Security Features Against Botnets: Azure vs. AWS
In our earlier post “What are the challenges in cloud security” we have included Botnets as one of the fastest mounting threats among malware. When I hear a word “Botnet” than it creates a picture of sci-fi movie in my mind. But in this world of cloud technology it’s a reality and one of the major threats as well. Before we see how our two major cloud players i.e. AWS and Microsoft Azure are dealing with this threat first we should know what are Botnets?
Botnets: Definition and Architecture
If we Google the term “botnet” then the first definition mentioned below in wiki we can see.
“A botnet is a number of Internet-connected devices, each of which is running one or more bots. Botnets can be used to perform distributed denial-of-service attack (DDoS attack), steal data, send spam, and allows the attacker to access the device and its connection. The owner can control the botnet using command and control (C&C) software. The word “botnet” is a combination of the words “robot” and “network”. The term is usually used with a negative or malicious connotation.”
Botnets are analogous to Zombies. If we do an analogy of this whole Botmaster and botnets structure then we will conclude that these botnets are like virus infected zombies who will infect the other device which comes into their contact or network.
Below figure depicts the basic architecture and working layout of this whole botnets attack.
There are three major components of this attack which are given below.
1) BOTMASTERs are the one who uses the bots to gather keystrokes or use form grabbing to steal online credentials and may rent out the botnet as DDoS and/or spam as a service or sell the credentials online for a profit.
2) C&C-Servers (Command and Control) – Botmaster uses C&C servers to command and track the activities of infected computers in a network.
3) Bots/Infected Computers (Zombies) – Device which got infected by the malicious code from the master in a network.
In my point of view this whole design reminds me of terrorists sleeper cell, where these infected computers are like sleeper cells which takes order from their masters to spread terrorism.
I hope you guys would have understood what botnets are and how they act upon. Now we will see the security measures taken by AWS and Microsoft Azure to tackle the botnets.

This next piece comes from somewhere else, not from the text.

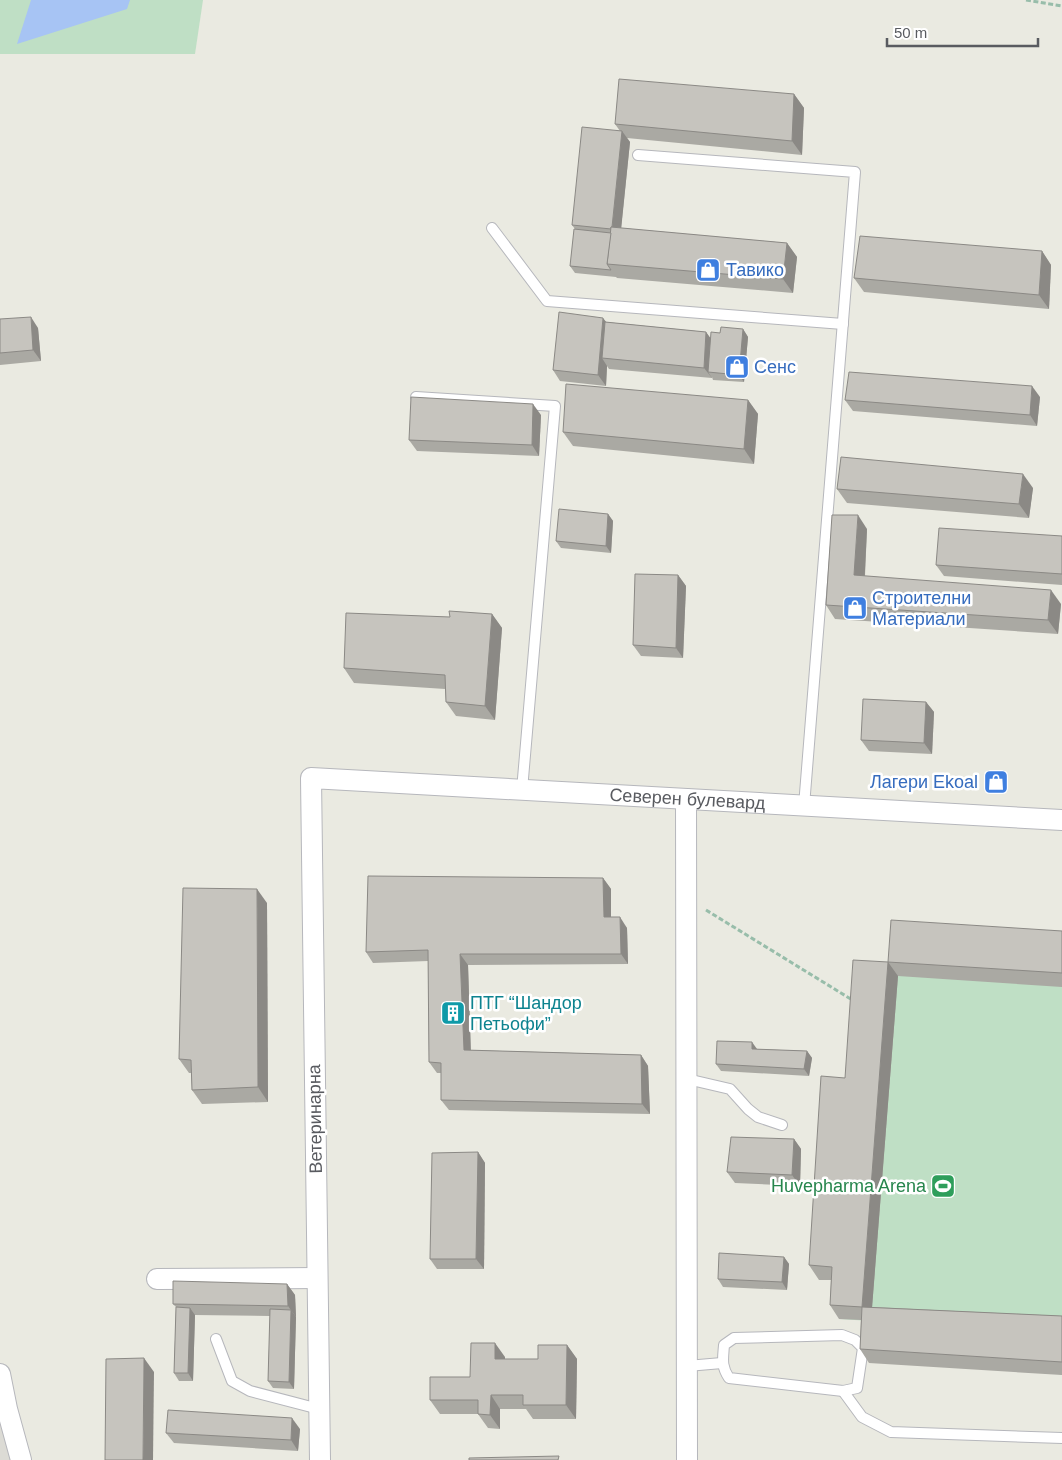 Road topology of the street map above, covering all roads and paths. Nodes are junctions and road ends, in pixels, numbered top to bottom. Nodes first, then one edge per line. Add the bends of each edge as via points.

Security measures taken by AWS
The AWS WAF Security Automations solution provides fine-grained control over the requests attempting to access web application. The diagram below presents the architecture we can build using the solution’s implementation guide and accompanying AWS CloudFormation templates .
Basically in order to deal with bad bots in AWS we create a honeypot to lure and deflect content scrapers and bad bots. A discrete API Gateway endpoint (embedded in the web application) triggers a custom AWS Lambda function, which intercepts the suspicious request and adds the source IP address to the AWS WAF block list.

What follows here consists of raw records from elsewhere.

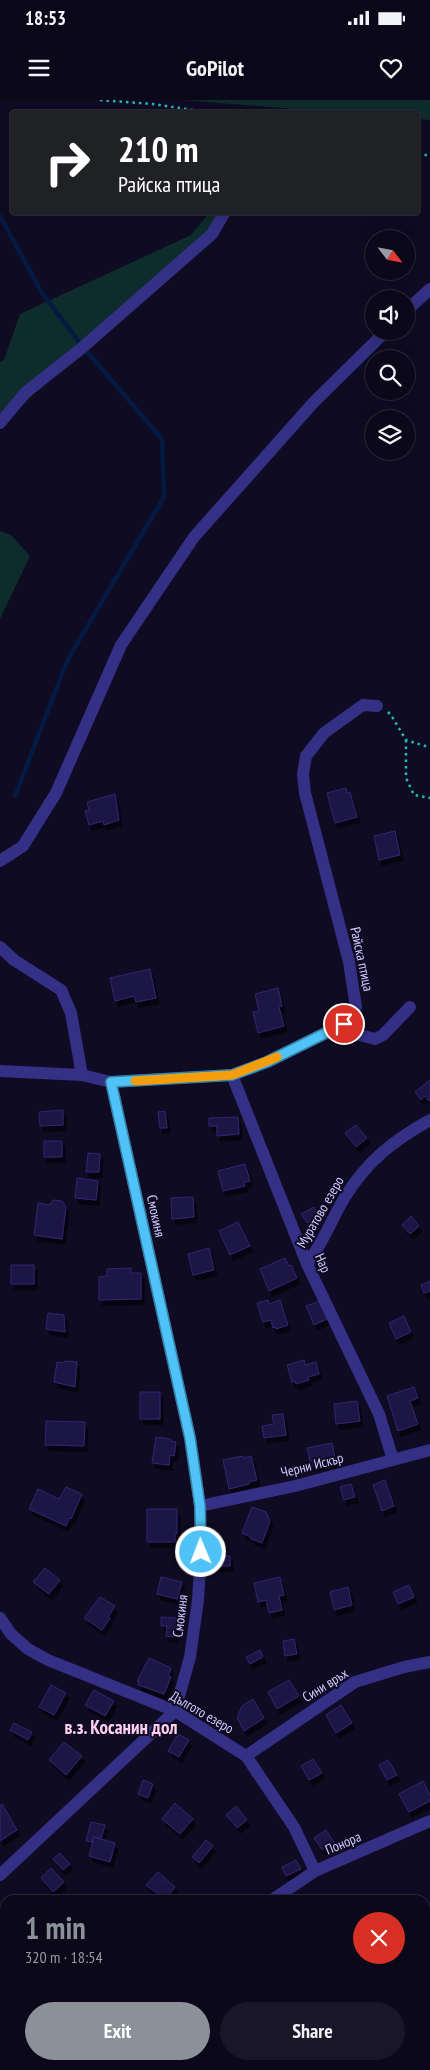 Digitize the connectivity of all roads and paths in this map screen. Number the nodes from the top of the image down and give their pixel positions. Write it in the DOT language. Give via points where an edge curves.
graph roads {
  1 [pos="100,100"];
  2 [pos="193,110"];
  3 [pos="223,215"];
  4 [pos="430,289"];
  5 [pos="415,303"];
  6 [pos="377,340"];
  7 [pos="0,423"];
  8 [pos="377,706"];
  9 [pos="406,740"];
  10 [pos="430,746"];
  11 [pos="430,798"];
  12 [pos="0,861"];
  13 [pos="0,946"];
  14 [pos="410,1007"];
  15 [pos="344,1024"];
  16 [pos="0,1071"];
  17 [pos="82,1075"];
  18 [pos="232,1075"];
  19 [pos="111,1082"];
  20 [pos="430,1120"];
  21 [pos="306,1264"];
  22 [pos="430,1450"];
  23 [pos="393,1460"];
  24 [pos="200,1506"];
  25 [pos="0,1618"];
  26 [pos="430,1662"];
  27 [pos="175,1711"];
  28 [pos="246,1756"];
  29 [pos="430,1822"];
  30 [pos="315,1871"];
  31 [pos="0,1875"];
  32 [pos="279,1895"];
  1 -- 2 [label="path"];
  3 -- 7 [label="street" via="212,234 25,394"];
  4 -- 5 [label="street"];
  6 -- 12 [label="street" via="313,403 194,537 121,646 56,793 23,846"];
  8 -- 9 [label="path" via="391,715"];
  8 -- 15 [label="street, Райска птица" via="362,705 324,733 306,756 303,774 305,793 349,962 356,1007"];
  9 -- 10 [label="path"];
  9 -- 11 [label="path" via="406,778 414,796"];
  13 -- 17 [label="street" via="14,960 61,990 71,1013"];
  14 -- 15 [label="street" via="375,1039 356,1034"];
  15 -- 18 [label="street" via="267,1062"];
  16 -- 17 [label="street"];
  17 -- 19 [label="street"];
  18 -- 19 [label="street"];
  18 -- 21 [label="street, Нар"];
  19 -- 24 [label="street, Смокиня" via="190,1438"];
  20 -- 21 [label="street, Муратово езеро" via="402,1135 373,1159 344,1198 319,1248"];
  21 -- 23 [label="street, Нар" via="380,1414"];
  22 -- 23 [label="street, Черни Искър"];
  23 -- 24 [label="street, Черни Искър" via="295,1486"];
  24 -- 27 [label="street, Смокиня" via="198,1600 190,1656"];
  25 -- 27 [label="street, Дългото езеро" via="28,1649 48,1660"];
  26 -- 28 [label="street, Сини връх" via="404,1666 355,1682"];
  27 -- 28 [label="street, Дългото езеро"];
  27 -- 31 [label="street"];
  28 -- 30 [label="street, Дългото езеро" via="294,1827"];
  29 -- 30 [label="street, Понора"];
  30 -- 32 [label="street, Понора"];
}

For more details we can follow this link, how to configure AWS WAF.
Security measures taken by Azure
Azure security center (ASC) implements a new highly précised Machine Learning model based on analysis of DNS query logs to detect the botnets. Roughly speaking it is believed that at least, 1 in every 10,000 machines are part of some known Botnet.
Machine Learning has been proved boon for cybersecurity domain in anomaly detection. Basically azure team collect DNS query and response data from Azure VMs. The logs contain around 50TB of data per day and include information such as the query name, queried domain name server, the DNS response, and other DNS logging information. In addition to this azure team also uses TI (threat Intelligence) based on machine readable feed which includes IP addresses of devices which are likely to be part of a Botnet as well as the IP addresses and domains of known CnC servers.
On the basis of communication pattern below features are deduced.
Rare domains-Domain names of CnC servers are rare since they are seldom requested by legitimate users
Young domains –When a domain generation algorithm (DGA) is used the CnC server frequently acquires new domain names hence they tend to be recently registered. We use a massive daily updated data feed to map domain names to their registration date
Domains Idiosyncratic to Botnets – Botnets controlled by the same CnC server issue DNS queries which contain similarities to each other yet are different from others
Non-existent domain responses – When DGA is used, Botnets query many non-existing domains before they find the actual domain of their CnC server for that time
For more details about the whole process please follow link.
In my opinion Azure is capitalising the Machine learning capabilities in order to fight against the botnets where as AWS is using web application firewall to tackle this issue. I think ML is more effective in this combat against the botnets. May be in near future or I am not sure whether AWS has come up with any AI/ML integrated intelligent system to fight against this challenge.